The University of Surrey in the United Kingdom recently published research that found bicarbonate and citrate, which are potassium salts, improve bone health. These important potassium salts increase bone strength by reducing bone resorption, the process by which bones are broken down when minerals are released from the bones to the blood. Normally, bone resorption is a natural process where bones grow, heal, and adapt. However, in osteoporosis, the rate at which bones are broken down is much higher than the rate at which they are built back up. Since potassium salts reduce bone resorption, having a high intake of these salts may prevent osteoporosis.

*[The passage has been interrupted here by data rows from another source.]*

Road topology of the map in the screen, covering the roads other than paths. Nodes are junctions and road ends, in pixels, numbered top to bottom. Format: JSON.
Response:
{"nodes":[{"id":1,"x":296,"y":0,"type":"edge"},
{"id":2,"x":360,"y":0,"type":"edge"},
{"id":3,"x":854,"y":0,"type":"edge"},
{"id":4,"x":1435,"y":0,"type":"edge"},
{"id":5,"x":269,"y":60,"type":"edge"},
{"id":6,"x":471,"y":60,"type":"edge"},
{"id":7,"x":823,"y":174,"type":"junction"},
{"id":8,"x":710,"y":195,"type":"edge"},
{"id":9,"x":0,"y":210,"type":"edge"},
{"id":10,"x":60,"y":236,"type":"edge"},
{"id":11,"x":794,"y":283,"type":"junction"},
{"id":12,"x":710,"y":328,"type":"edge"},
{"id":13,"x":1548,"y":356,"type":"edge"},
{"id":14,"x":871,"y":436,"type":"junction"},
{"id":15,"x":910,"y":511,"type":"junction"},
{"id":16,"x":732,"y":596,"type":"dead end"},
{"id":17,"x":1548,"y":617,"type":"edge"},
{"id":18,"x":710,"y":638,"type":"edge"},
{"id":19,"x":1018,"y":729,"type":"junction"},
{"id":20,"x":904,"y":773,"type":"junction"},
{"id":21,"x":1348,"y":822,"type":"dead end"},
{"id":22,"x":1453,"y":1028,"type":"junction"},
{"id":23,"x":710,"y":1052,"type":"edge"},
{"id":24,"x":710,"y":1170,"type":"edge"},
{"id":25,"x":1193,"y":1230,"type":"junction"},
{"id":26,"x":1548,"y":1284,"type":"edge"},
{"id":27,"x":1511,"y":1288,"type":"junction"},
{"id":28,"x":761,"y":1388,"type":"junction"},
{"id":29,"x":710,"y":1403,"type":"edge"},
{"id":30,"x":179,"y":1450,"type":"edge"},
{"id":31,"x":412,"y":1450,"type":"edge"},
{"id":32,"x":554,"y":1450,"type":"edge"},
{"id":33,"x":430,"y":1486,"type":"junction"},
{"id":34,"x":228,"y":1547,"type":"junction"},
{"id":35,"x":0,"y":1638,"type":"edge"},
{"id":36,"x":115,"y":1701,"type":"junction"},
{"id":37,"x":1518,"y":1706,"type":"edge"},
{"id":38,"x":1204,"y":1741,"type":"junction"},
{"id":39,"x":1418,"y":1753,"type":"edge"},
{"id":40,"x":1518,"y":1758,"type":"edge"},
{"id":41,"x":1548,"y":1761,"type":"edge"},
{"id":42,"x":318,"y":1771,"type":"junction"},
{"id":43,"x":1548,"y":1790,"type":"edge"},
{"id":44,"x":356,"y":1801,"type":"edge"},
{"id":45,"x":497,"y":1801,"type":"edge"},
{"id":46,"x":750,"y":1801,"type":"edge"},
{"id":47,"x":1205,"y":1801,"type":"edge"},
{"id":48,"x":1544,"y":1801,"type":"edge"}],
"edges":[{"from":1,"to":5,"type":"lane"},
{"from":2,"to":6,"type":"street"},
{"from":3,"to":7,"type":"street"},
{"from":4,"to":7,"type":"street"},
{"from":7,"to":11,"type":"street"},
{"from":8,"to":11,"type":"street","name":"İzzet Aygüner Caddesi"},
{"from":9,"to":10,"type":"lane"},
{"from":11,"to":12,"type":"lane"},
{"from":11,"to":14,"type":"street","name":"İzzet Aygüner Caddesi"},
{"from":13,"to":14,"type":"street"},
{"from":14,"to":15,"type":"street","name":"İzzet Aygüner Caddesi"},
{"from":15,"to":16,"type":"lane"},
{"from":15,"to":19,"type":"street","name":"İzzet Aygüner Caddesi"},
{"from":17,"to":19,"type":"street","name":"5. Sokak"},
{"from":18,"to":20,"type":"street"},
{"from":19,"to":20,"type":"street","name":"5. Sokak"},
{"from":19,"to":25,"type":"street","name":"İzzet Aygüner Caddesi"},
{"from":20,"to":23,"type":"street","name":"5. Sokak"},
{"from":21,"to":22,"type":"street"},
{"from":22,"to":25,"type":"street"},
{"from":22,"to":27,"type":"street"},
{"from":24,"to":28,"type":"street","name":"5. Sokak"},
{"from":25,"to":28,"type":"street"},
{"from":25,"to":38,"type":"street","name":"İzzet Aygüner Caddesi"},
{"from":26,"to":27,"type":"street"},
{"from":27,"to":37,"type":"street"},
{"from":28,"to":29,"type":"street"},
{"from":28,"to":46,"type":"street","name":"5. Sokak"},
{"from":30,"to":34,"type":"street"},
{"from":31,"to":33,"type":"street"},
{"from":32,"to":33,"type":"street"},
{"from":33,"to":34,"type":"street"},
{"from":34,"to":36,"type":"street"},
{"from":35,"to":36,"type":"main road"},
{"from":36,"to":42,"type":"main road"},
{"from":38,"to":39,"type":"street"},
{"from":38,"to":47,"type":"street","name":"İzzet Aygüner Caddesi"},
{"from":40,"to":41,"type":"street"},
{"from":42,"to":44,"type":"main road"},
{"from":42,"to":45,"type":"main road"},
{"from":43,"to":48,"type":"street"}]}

A typical Western diet consists of a large amount of animal and cereal proteins. This type of eating results in high levels of acid in the body. This is bad news as excess acid weakens bones and allows them to fracture more easily. Another positive effect of potassium salts is they greatly reduce the amount of calcium and acid excreted in urine. According to researchers at the University of Surrey, this simply means that excess acid in the body is neutralized while bone mineral is also preserved.
Recommended Daily Values
What foods are high in potassium salts? Researchers recommend eating more fruits and vegetables to strengthen bones. Vegetables that are high in potassium include potatoes, dark leafy greens such as spinach and Swiss chard, squash, and mushrooms. Potassium rich fruits include bananas, tomatoes, avocado, and apricots. Some other potassium rich foods are yogurt and fish such as salmon and cod. As you can see, potassium is quite a plentiful nutrient in many foods that can be added to your daily eating routine. To know how to get enough potassium in your diet, it’s helpful to understand just how much of these foods you need to be eating. An average banana provides 12% of your recommended Daily Value (DV) of potassium, or the same as a cup of sliced white mushrooms that can easily be used to top your salad. A 3 ounce fillet of salmon provides 16% of your DV. A cup of yogurt has 18% DV, and a cup of cooked spinach has 26% DV. The recommended daily value for potassium is 3.5 grams, but it’s not a bad idea to aim for a bit higher than that to help maintain bone density and lower your risk of osteoporosis.